I am implementing a REINFORCE algorithm (as superficially explained over here) using a Categorical distribution (or Multinomial distribution as argued in the explanation of the Categorical distribution) for sampling actions.

I would like to know what the backpropagation rule looks like when plugging a Multinomial distribution into the REINFORCE update procedure.

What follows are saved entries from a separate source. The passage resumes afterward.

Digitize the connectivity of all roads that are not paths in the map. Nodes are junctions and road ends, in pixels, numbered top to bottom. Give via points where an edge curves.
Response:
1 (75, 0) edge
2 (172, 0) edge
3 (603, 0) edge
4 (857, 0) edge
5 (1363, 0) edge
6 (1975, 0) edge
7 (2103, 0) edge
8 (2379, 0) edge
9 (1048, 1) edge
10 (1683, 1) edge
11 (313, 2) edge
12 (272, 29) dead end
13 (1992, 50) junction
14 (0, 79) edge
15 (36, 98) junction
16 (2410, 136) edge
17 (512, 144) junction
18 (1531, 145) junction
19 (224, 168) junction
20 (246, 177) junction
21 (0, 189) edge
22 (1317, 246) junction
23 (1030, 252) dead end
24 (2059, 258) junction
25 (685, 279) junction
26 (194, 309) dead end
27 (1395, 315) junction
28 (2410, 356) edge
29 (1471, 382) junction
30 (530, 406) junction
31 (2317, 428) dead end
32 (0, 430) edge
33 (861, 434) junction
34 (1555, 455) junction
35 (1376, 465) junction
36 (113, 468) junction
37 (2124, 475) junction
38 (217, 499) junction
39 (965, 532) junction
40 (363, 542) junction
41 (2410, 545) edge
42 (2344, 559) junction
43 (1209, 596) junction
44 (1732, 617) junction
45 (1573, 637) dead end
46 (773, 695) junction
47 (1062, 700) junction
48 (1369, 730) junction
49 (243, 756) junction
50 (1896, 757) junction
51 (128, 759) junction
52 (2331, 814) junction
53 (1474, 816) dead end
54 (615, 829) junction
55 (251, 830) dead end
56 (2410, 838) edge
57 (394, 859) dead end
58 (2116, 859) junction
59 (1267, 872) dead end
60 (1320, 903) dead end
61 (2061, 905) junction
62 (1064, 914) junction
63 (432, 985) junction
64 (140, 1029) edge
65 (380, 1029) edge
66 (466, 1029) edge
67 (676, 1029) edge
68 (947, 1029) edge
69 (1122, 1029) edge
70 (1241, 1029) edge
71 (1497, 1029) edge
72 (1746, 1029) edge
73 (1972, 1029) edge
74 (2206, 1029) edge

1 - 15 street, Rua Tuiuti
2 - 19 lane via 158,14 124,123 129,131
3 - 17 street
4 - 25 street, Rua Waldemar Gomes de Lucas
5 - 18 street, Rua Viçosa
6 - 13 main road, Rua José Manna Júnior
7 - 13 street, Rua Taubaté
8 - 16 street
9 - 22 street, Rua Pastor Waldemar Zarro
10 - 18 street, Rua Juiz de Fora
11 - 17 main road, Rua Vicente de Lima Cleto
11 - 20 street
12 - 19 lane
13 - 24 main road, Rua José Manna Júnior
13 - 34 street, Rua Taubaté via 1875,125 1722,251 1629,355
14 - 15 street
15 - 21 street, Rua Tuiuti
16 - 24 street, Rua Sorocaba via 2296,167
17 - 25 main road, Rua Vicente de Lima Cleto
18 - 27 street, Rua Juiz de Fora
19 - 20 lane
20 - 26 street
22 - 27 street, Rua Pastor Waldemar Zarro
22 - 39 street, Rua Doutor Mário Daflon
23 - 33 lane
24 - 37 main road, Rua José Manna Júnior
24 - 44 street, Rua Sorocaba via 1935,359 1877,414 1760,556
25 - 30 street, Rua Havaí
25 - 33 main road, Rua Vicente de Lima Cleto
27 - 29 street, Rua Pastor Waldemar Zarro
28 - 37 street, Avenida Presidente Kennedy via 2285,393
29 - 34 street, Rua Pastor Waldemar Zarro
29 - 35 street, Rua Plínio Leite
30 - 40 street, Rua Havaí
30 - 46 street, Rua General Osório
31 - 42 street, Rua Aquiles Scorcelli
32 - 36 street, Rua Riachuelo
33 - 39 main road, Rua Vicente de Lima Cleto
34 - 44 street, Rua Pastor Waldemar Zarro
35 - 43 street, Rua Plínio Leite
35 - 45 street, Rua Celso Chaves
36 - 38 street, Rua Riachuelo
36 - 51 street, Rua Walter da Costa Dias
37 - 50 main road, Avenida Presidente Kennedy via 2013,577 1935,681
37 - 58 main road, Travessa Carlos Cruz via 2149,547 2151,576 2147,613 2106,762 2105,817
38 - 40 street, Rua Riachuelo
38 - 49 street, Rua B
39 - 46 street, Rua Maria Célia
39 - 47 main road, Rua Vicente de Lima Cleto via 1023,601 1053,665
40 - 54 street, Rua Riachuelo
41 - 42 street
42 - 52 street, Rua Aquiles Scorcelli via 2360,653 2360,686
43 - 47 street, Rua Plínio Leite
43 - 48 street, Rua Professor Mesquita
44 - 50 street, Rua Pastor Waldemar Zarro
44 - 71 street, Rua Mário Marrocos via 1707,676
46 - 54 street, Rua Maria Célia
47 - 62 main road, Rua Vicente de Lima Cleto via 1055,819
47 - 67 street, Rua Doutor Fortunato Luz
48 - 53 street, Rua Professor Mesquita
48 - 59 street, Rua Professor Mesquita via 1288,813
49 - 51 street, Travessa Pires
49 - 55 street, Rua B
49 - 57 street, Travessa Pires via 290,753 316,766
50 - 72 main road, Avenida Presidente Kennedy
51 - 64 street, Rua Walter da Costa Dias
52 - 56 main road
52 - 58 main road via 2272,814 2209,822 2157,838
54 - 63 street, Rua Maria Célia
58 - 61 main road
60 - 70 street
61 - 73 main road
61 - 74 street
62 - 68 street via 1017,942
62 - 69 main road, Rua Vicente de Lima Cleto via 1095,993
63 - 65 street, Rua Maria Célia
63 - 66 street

More specifically, to say it in Williams’ words, I would like to know what characteristic eligibility looks like when using a Multinomial distribution during the training of a REINFORCE algorithm. I saw in the aforementioned paper (by Williams) how the eligibility associated with a Bernoulli distribution looks like, but I don’t know how to generalize that further.
From the explanation of distributions in PyTorch, I know that all this is implemented by default in PyTorch. However, I would still like to know how this theoretically works or if there are any papers describing the backpropagation procedure I am interested in.

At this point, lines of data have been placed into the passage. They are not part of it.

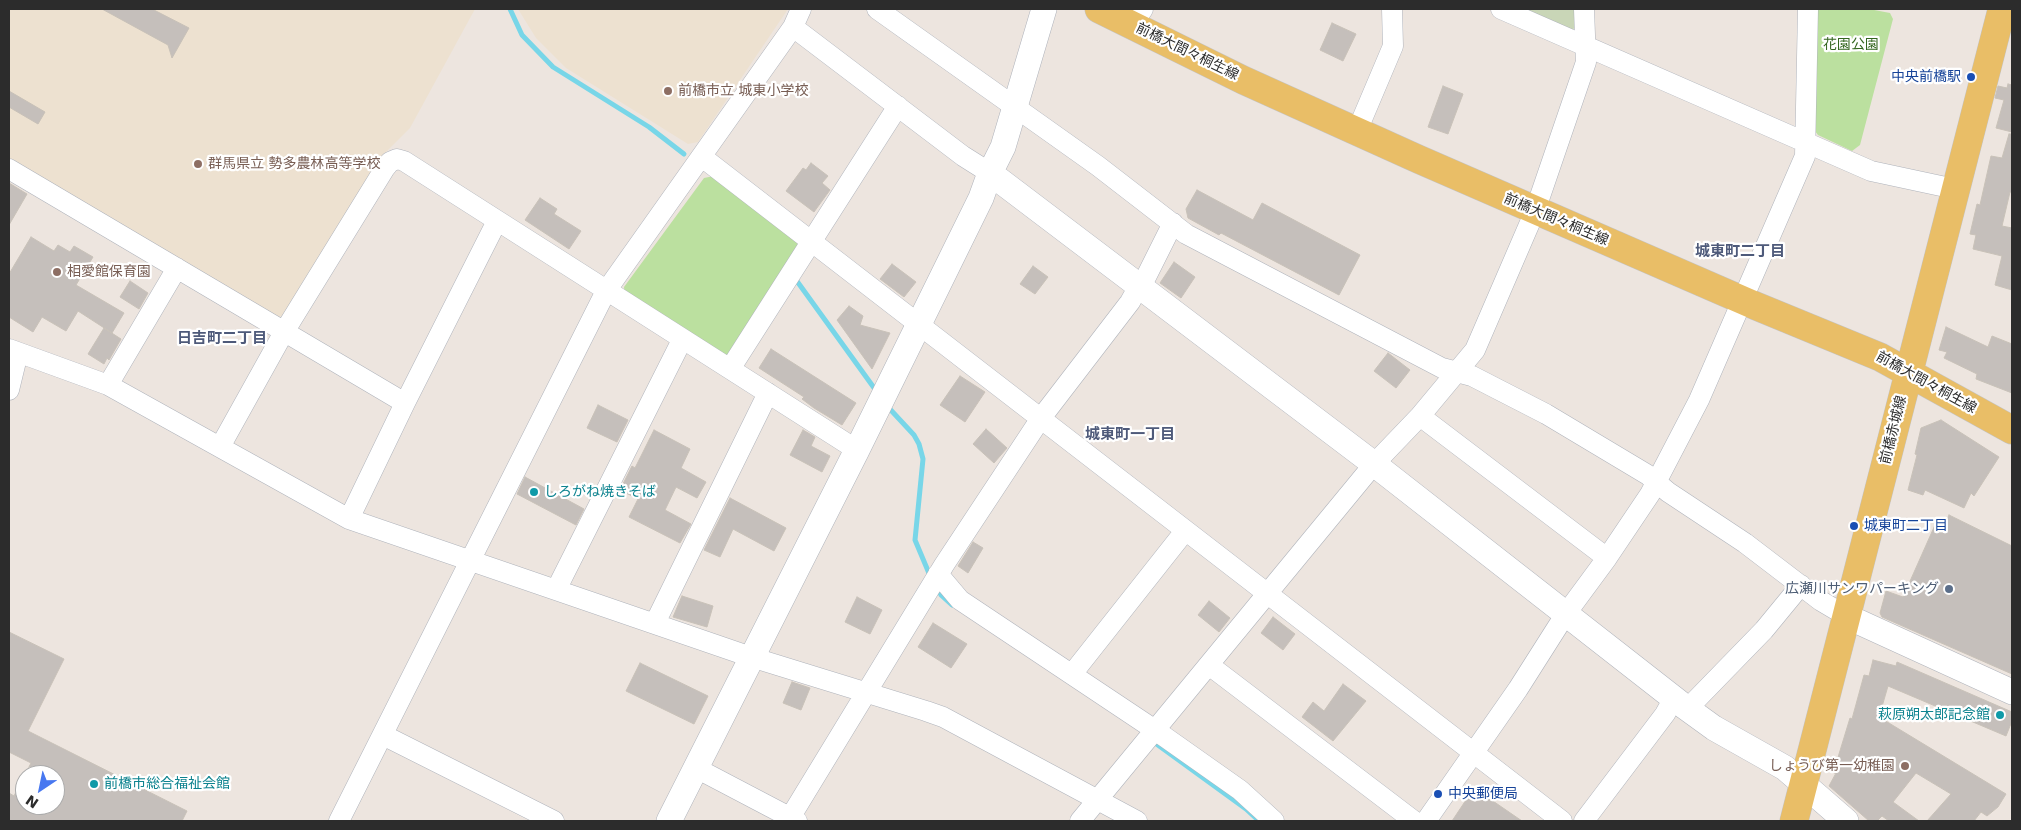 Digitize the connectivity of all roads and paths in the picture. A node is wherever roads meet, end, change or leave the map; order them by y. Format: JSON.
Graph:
{"nodes":[{"id":1,"x":877,"y":9,"type":"edge"},
{"id":2,"x":1044,"y":9,"type":"edge"},
{"id":3,"x":1099,"y":9,"type":"edge"},
{"id":4,"x":1392,"y":9,"type":"edge"},
{"id":5,"x":1501,"y":9,"type":"edge"},
{"id":6,"x":1584,"y":9,"type":"edge"},
{"id":7,"x":1808,"y":9,"type":"edge"},
{"id":8,"x":2002,"y":9,"type":"edge"},
{"id":9,"x":1137,"y":16,"type":"edge"},
{"id":10,"x":797,"y":18,"type":"edge"},
{"id":11,"x":1585,"y":45,"type":"junction"},
{"id":12,"x":898,"y":106,"type":"junction"},
{"id":13,"x":1015,"y":107,"type":"junction"},
{"id":14,"x":1357,"y":131,"type":"junction"},
{"id":15,"x":1806,"y":143,"type":"junction"},
{"id":16,"x":702,"y":157,"type":"junction"},
{"id":17,"x":9,"y":169,"type":"edge"},
{"id":18,"x":990,"y":173,"type":"junction"},
{"id":19,"x":1955,"y":189,"type":"junction"},
{"id":20,"x":1535,"y":211,"type":"junction"},
{"id":21,"x":497,"y":221,"type":"junction"},
{"id":22,"x":1173,"y":223,"type":"junction"},
{"id":23,"x":811,"y":241,"type":"junction"},
{"id":24,"x":177,"y":268,"type":"junction"},
{"id":25,"x":1139,"y":286,"type":"junction"},
{"id":26,"x":606,"y":291,"type":"junction"},
{"id":27,"x":1743,"y":300,"type":"junction"},
{"id":28,"x":918,"y":324,"type":"junction"},
{"id":29,"x":284,"y":332,"type":"junction"},
{"id":30,"x":682,"y":340,"type":"junction"},
{"id":31,"x":14,"y":351,"type":"edge"},
{"id":32,"x":730,"y":369,"type":"junction"},
{"id":33,"x":1456,"y":372,"type":"junction"},
{"id":34,"x":1908,"y":373,"type":"junction"},
{"id":35,"x":108,"y":385,"type":"junction"},
{"id":36,"x":9,"y":390,"type":"edge"},
{"id":37,"x":768,"y":393,"type":"junction"},
{"id":38,"x":404,"y":403,"type":"junction"},
{"id":39,"x":1420,"y":416,"type":"junction"},
{"id":40,"x":1041,"y":418,"type":"junction"},
{"id":41,"x":2012,"y":430,"type":"edge"},
{"id":42,"x":220,"y":447,"type":"junction"},
{"id":43,"x":857,"y":450,"type":"junction"},
{"id":44,"x":1374,"y":464,"type":"junction"},
{"id":45,"x":1657,"y":482,"type":"junction"},
{"id":46,"x":349,"y":519,"type":"junction"},
{"id":47,"x":1185,"y":531,"type":"junction"},
{"id":48,"x":1607,"y":558,"type":"junction"},
{"id":49,"x":470,"y":560,"type":"junction"},
{"id":50,"x":934,"y":581,"type":"junction"},
{"id":51,"x":1801,"y":585,"type":"junction"},
{"id":52,"x":556,"y":590,"type":"junction"},
{"id":53,"x":1266,"y":594,"type":"junction"},
{"id":54,"x":1565,"y":615,"type":"junction"},
{"id":55,"x":1848,"y":617,"type":"junction"},
{"id":56,"x":655,"y":624,"type":"junction"},
{"id":57,"x":751,"y":657,"type":"junction"},
{"id":58,"x":1209,"y":665,"type":"junction"},
{"id":59,"x":1072,"y":674,"type":"junction"},
{"id":60,"x":866,"y":692,"type":"junction"},
{"id":61,"x":2012,"y":692,"type":"edge"},
{"id":62,"x":1679,"y":703,"type":"junction"},
{"id":63,"x":383,"y":735,"type":"junction"},
{"id":64,"x":1149,"y":737,"type":"junction"},
{"id":65,"x":1473,"y":753,"type":"junction"},
{"id":66,"x":696,"y":768,"type":"junction"},
{"id":67,"x":1803,"y":784,"type":"junction"},
{"id":68,"x":1098,"y":800,"type":"junction"},
{"id":69,"x":791,"y":820,"type":"edge"},
{"id":70,"x":339,"y":821,"type":"edge"},
{"id":71,"x":553,"y":821,"type":"edge"},
{"id":72,"x":669,"y":821,"type":"edge"},
{"id":73,"x":1080,"y":821,"type":"edge"},
{"id":74,"x":1137,"y":821,"type":"edge"},
{"id":75,"x":1274,"y":821,"type":"edge"},
{"id":76,"x":1414,"y":821,"type":"edge"},
{"id":77,"x":1426,"y":821,"type":"edge"},
{"id":78,"x":1562,"y":821,"type":"edge"},
{"id":79,"x":1584,"y":821,"type":"edge"},
{"id":80,"x":1794,"y":821,"type":"edge"},
{"id":81,"x":1846,"y":821,"type":"edge"}],
"edges":[{"from":1,"to":13,"type":"street"},
{"from":2,"to":13,"type":"street"},
{"from":3,"to":9,"type":"main road","name":"前橋大間々桐生線"},
{"from":4,"to":14,"type":"street"},
{"from":5,"to":11,"type":"street"},
{"from":6,"to":11,"type":"street"},
{"from":7,"to":15,"type":"street"},
{"from":8,"to":19,"type":"main road","name":"前橋赤城線"},
{"from":9,"to":14,"type":"main road","name":"前橋大間々桐生線"},
{"from":10,"to":12,"type":"street"},
{"from":10,"to":16,"type":"street"},
{"from":11,"to":15,"type":"street"},
{"from":11,"to":20,"type":"street"},
{"from":12,"to":18,"type":"street"},
{"from":12,"to":23,"type":"street"},
{"from":13,"to":18,"type":"street"},
{"from":13,"to":22,"type":"street"},
{"from":14,"to":20,"type":"main road","name":"前橋大間々桐生線"},
{"from":15,"to":19,"type":"street"},
{"from":15,"to":27,"type":"street"},
{"from":16,"to":23,"type":"street"},
{"from":16,"to":26,"type":"street"},
{"from":17,"to":24,"type":"street"},
{"from":18,"to":25,"type":"street"},
{"from":18,"to":28,"type":"street"},
{"from":19,"to":34,"type":"main road","name":"前橋赤城線"},
{"from":20,"to":27,"type":"main road","name":"前橋大間々桐生線"},
{"from":20,"to":33,"type":"street"},
{"from":21,"to":26,"type":"street"},
{"from":21,"to":29,"type":"street"},
{"from":21,"to":38,"type":"street"},
{"from":22,"to":25,"type":"street"},
{"from":22,"to":33,"type":"street"},
{"from":23,"to":28,"type":"street"},
{"from":23,"to":32,"type":"street"},
{"from":24,"to":29,"type":"street"},
{"from":24,"to":35,"type":"street"},
{"from":25,"to":40,"type":"street"},
{"from":25,"to":44,"type":"street"},
{"from":26,"to":30,"type":"street"},
{"from":26,"to":49,"type":"street"},
{"from":27,"to":34,"type":"main road","name":"前橋大間々桐生線"},
{"from":27,"to":45,"type":"street"},
{"from":28,"to":40,"type":"street"},
{"from":28,"to":43,"type":"street"},
{"from":29,"to":38,"type":"street"},
{"from":29,"to":42,"type":"street"},
{"from":30,"to":32,"type":"street"},
{"from":30,"to":52,"type":"street"},
{"from":31,"to":35,"type":"street"},
{"from":31,"to":36,"type":"street"},
{"from":32,"to":37,"type":"street"},
{"from":33,"to":39,"type":"street"},
{"from":33,"to":45,"type":"street"},
{"from":34,"to":41,"type":"main road","name":"前橋大間々桐生線"},
{"from":34,"to":55,"type":"main road","name":"前橋赤城線"},
{"from":35,"to":42,"type":"street"},
{"from":37,"to":43,"type":"street"},
{"from":37,"to":56,"type":"street"},
{"from":38,"to":46,"type":"street"},
{"from":39,"to":44,"type":"street"},
{"from":39,"to":48,"type":"street"},
{"from":40,"to":47,"type":"street"},
{"from":40,"to":50,"type":"street"},
{"from":42,"to":46,"type":"street"},
{"from":43,"to":57,"type":"street"},
{"from":44,"to":53,"type":"street"},
{"from":44,"to":54,"type":"street"},
{"from":45,"to":48,"type":"street"},
{"from":45,"to":51,"type":"street"},
{"from":46,"to":49,"type":"street"},
{"from":47,"to":53,"type":"street"},
{"from":47,"to":59,"type":"street"},
{"from":48,"to":54,"type":"street"},
{"from":49,"to":52,"type":"street"},
{"from":49,"to":63,"type":"street"},
{"from":50,"to":59,"type":"street"},
{"from":50,"to":60,"type":"street"},
{"from":51,"to":55,"type":"street"},
{"from":51,"to":62,"type":"street"},
{"from":52,"to":56,"type":"street"},
{"from":53,"to":58,"type":"street"},
{"from":53,"to":65,"type":"street"},
{"from":54,"to":62,"type":"street"},
{"from":54,"to":65,"type":"street"},
{"from":55,"to":61,"type":"street"},
{"from":55,"to":67,"type":"main road","name":"前橋赤城線"},
{"from":56,"to":57,"type":"street"},
{"from":57,"to":60,"type":"street"},
{"from":57,"to":66,"type":"street"},
{"from":58,"to":64,"type":"street"},
{"from":58,"to":76,"type":"street"},
{"from":59,"to":64,"type":"street"},
{"from":60,"to":68,"type":"street"},
{"from":60,"to":69,"type":"street"},
{"from":62,"to":67,"type":"street"},
{"from":62,"to":79,"type":"street"},
{"from":63,"to":70,"type":"street"},
{"from":63,"to":71,"type":"street"},
{"from":64,"to":68,"type":"street"},
{"from":64,"to":75,"type":"street"},
{"from":65,"to":77,"type":"street"},
{"from":65,"to":78,"type":"street"},
{"from":66,"to":69,"type":"street"},
{"from":66,"to":72,"type":"street"},
{"from":67,"to":80,"type":"main road","name":"前橋赤城線"},
{"from":67,"to":81,"type":"street"},
{"from":68,"to":73,"type":"street"},
{"from":68,"to":74,"type":"street"}]}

Thank you very much in advance!

More practically speaking, my problem is the following. Consider the minimal code snippet below:

import torch

print("Forward pass:")

# Probability vector for parameterizing Categorical distribution
probs = torch.tensor([[0.69, 0.1, 0.2, 0.01]], requires_grad=True)

# Define distribution
dist = torch.distributions.Categorical(probs=probs)

# Sampled category
category = torch.tensor([0])

# Get log prob for previously sampled category
log_prob = dist.log_prob(category)
log_prob.retain_grad()
print("log_prob:", log_prob)

# Get prob from log prob
prob = torch.exp(log_prob)
prob.retain_grad()
print("prob:", prob)

prob.backward()

print("Backward pass - Grads:")
print("probs-grad:", probs.grad)
print("log_prob-grad:", log_prob.grad)
print("prob-grad:", prob.grad)

Running the code results in the following output being generated:

Forward pass:
log_prob: tensor([-0.3711], grad_fn=<SqueezeBackward1>)
prob: tensor([0.6900], grad_fn=<ExpBackward>)
Backward pass - Grads:
probs-grad: tensor([[ 0.3100, -0.6900, -0.6900, -0.6900]])
log_prob-grad: tensor([0.6900])
prob-grad: tensor([1.])

Given the above, I am wondering how the gradient associated with the probs tensor is calculated. Trying to work out the maths, I would have expected the components of corresponding gradient to be 0 for all categories that have not been sampled. Instead, these gradient components are uniformly -0.6900.

Does anyone know by means of which rule the gradient vector associated with the probability vector probs is calculated?